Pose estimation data
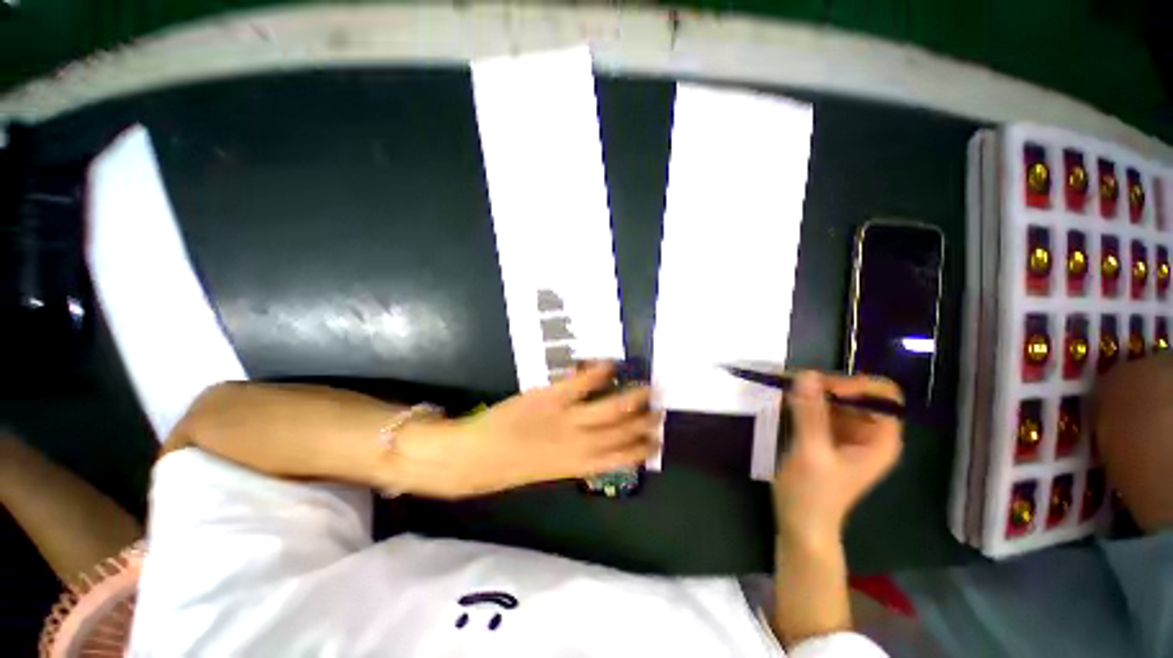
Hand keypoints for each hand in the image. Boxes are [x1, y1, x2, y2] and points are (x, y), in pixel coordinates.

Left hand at [387, 362, 659, 498]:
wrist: (474, 456)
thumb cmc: (510, 465)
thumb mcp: (548, 468)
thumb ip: (575, 457)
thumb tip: (598, 443)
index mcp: (576, 465)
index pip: (618, 459)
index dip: (640, 451)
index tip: (657, 442)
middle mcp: (577, 443)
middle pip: (619, 433)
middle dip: (643, 424)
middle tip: (661, 413)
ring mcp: (565, 418)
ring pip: (607, 409)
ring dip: (630, 399)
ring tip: (648, 390)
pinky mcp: (550, 397)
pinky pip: (580, 384)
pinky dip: (597, 374)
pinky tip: (610, 366)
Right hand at [773, 372, 902, 546]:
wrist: (801, 524)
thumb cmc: (812, 494)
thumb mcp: (811, 452)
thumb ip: (809, 414)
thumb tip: (805, 374)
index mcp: (880, 439)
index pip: (882, 395)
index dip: (856, 385)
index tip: (822, 388)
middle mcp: (868, 432)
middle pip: (856, 392)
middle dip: (826, 385)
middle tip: (794, 385)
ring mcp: (847, 433)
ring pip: (835, 398)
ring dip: (811, 391)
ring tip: (785, 391)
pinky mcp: (827, 435)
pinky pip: (819, 407)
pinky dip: (803, 400)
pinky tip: (785, 402)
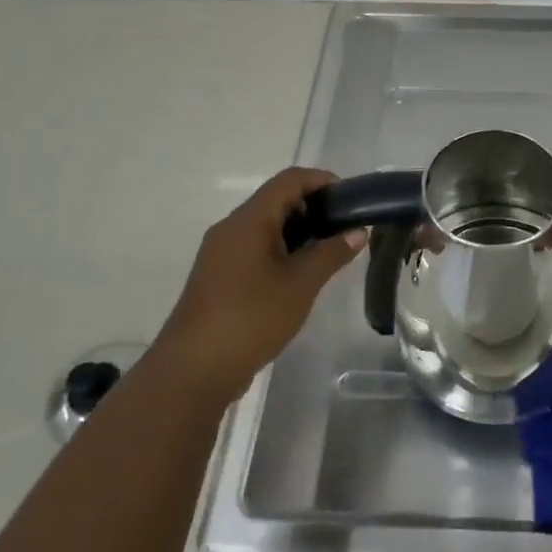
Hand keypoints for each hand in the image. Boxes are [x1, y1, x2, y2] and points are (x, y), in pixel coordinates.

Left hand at [160, 168, 364, 407]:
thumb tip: (357, 232)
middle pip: (276, 200)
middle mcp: (231, 228)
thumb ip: (331, 254)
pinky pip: (255, 248)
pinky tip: (301, 275)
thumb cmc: (251, 318)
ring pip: (266, 226)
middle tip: (346, 228)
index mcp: (248, 220)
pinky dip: (282, 250)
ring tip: (330, 252)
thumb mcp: (301, 285)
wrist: (193, 371)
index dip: (322, 180)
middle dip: (314, 207)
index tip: (351, 199)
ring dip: (299, 231)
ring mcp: (221, 253)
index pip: (289, 180)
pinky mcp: (219, 277)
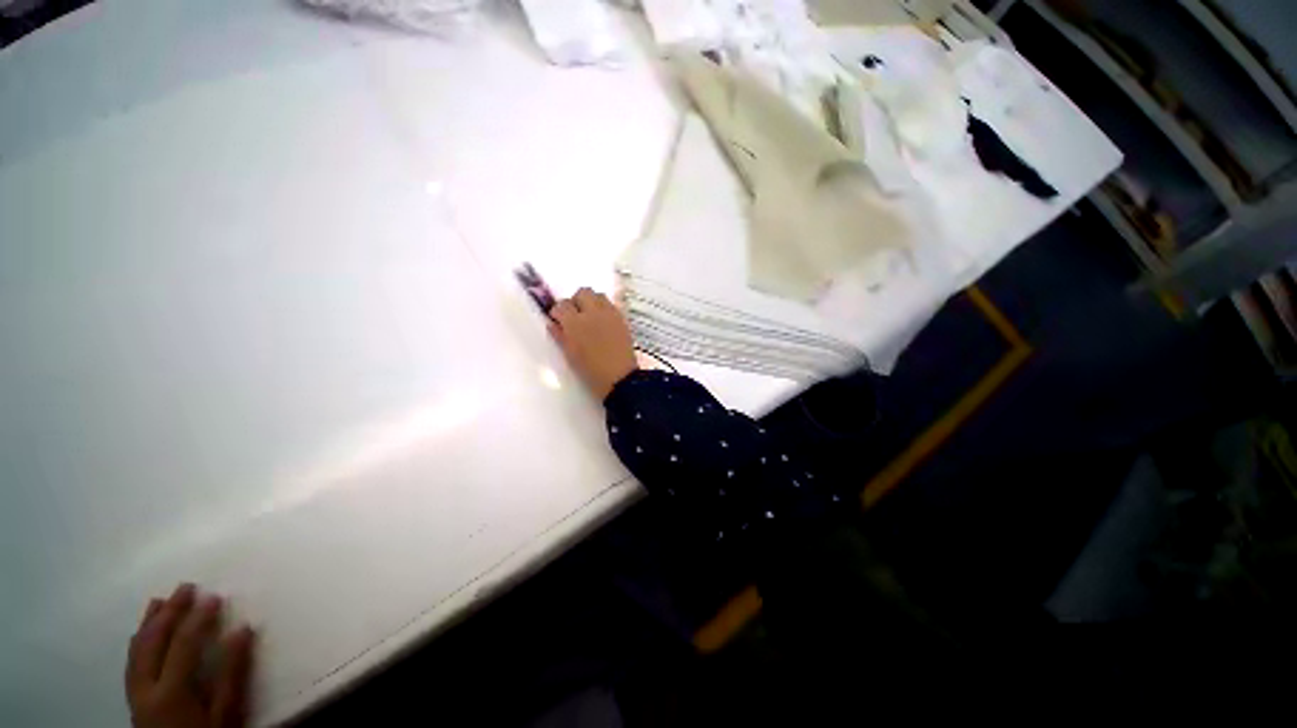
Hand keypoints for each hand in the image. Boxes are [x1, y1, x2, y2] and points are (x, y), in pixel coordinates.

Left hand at [125, 584, 255, 727]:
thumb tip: (242, 630)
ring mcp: (135, 693)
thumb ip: (231, 675)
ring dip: (148, 623)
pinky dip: (137, 641)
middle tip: (185, 587)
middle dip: (169, 612)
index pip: (183, 644)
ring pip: (136, 651)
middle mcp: (146, 687)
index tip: (214, 596)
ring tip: (159, 600)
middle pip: (153, 643)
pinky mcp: (133, 698)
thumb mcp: (226, 714)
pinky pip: (131, 662)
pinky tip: (141, 633)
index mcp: (170, 690)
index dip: (198, 618)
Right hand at [549, 287, 638, 399]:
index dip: (558, 312)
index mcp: (575, 323)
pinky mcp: (622, 318)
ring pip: (598, 295)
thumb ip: (560, 336)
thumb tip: (553, 324)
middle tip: (575, 316)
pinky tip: (603, 323)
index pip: (561, 305)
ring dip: (591, 302)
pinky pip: (611, 304)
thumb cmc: (591, 371)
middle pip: (582, 293)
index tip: (558, 320)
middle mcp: (592, 313)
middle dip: (576, 301)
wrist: (620, 378)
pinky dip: (604, 308)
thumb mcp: (570, 355)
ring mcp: (609, 314)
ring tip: (590, 317)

> **Exercise brief**
Every line above is to be written out unchanged, with the pictures omitted.

> **Output of the exercise**
Hand keypoints for each hand in the image. Boxes are [x1, y1, x2, y2] and points are (x, y), in pixel coordinates.

Left hand at [387, 362, 659, 498]:
wrist: (474, 456)
thumb cmc: (510, 465)
thumb mcp: (548, 468)
thumb ip: (575, 457)
thumb tip: (598, 443)
index mcp: (576, 465)
index pip: (618, 459)
index dip: (640, 451)
index tip: (657, 442)
middle mcp: (577, 443)
middle pip: (619, 433)
middle dip: (643, 424)
middle tip: (661, 413)
ring mcp: (565, 418)
ring pip: (607, 409)
ring dip: (630, 399)
ring tip: (648, 390)
pinky mcp: (550, 397)
pinky pip: (580, 384)
pinky dip: (597, 374)
pinky tip: (610, 366)
Right hand at [773, 372, 902, 546]:
wrist: (801, 524)
thumb cmc: (812, 494)
thumb mcp: (811, 452)
thumb ip: (809, 414)
thumb tip: (805, 374)
index mcp: (880, 439)
index pip: (882, 395)
index dip: (856, 385)
index tip: (822, 388)
middle mcp: (868, 432)
middle pip: (856, 392)
middle dip: (826, 385)
middle tip: (794, 385)
ring mcp: (847, 433)
ring pip: (835, 398)
ring dip: (811, 391)
ring tip: (785, 391)
pinky mcp: (827, 435)
pinky pip: (819, 407)
pinky dip: (803, 400)
pinky tip: (785, 402)
Hand keypoints for each hand in the image. Boxes are [x1, y1, x2, y2] and points are (x, y), in pixel coordinates.

Left hand at [160, 168, 364, 407]:
thumb tip: (357, 232)
middle pip: (276, 200)
middle mcp: (231, 228)
thumb ip: (331, 254)
pinky pip: (255, 248)
pinky tip: (301, 275)
thumb cmc: (251, 318)
ring pip: (266, 226)
middle tip: (346, 228)
index mcp: (248, 220)
pinky dip: (282, 250)
ring tip: (330, 252)
thumb mcp: (301, 285)
wrist: (193, 371)
index dip: (322, 180)
middle dip: (314, 207)
index tip: (351, 199)
ring dip: (299, 231)
ring mcp: (221, 253)
index pip: (289, 180)
pinky mcp: (219, 277)
Hand keypoints for each hand in the image. Boxes are [x1, y1, x2, y2] and points are (x, y), in pixel coordinates.

Left hand at [125, 584, 255, 727]:
thumb tip: (242, 630)
ring mcp: (135, 693)
thumb ip: (231, 675)
ring dip: (148, 623)
pinky dip: (137, 641)
middle tip: (185, 587)
middle dip: (169, 612)
index pip: (183, 644)
ring pip: (136, 651)
middle mcp: (146, 687)
index tip: (214, 596)
ring tip: (159, 600)
middle pip: (153, 643)
pinky mcp: (133, 698)
thumb mcp: (226, 714)
pinky pip: (131, 662)
pinky tip: (141, 633)
index mcp: (170, 690)
index dip: (198, 618)
Right hand at [549, 287, 638, 399]:
index dip: (558, 312)
index mcp: (575, 323)
pinky mcp: (622, 318)
ring pip: (598, 295)
thumb ip: (560, 336)
thumb tip: (553, 324)
middle tip: (575, 316)
pinky tip: (603, 323)
index pip: (561, 305)
ring dip: (591, 302)
pinky pip: (611, 304)
thumb cmc: (591, 371)
middle pip: (582, 293)
index tip: (558, 320)
middle mcp: (592, 313)
middle dip: (576, 301)
wrist: (620, 378)
pinky dip: (604, 308)
thumb mcp: (570, 355)
ring mcp: (609, 314)
ring tip: (590, 317)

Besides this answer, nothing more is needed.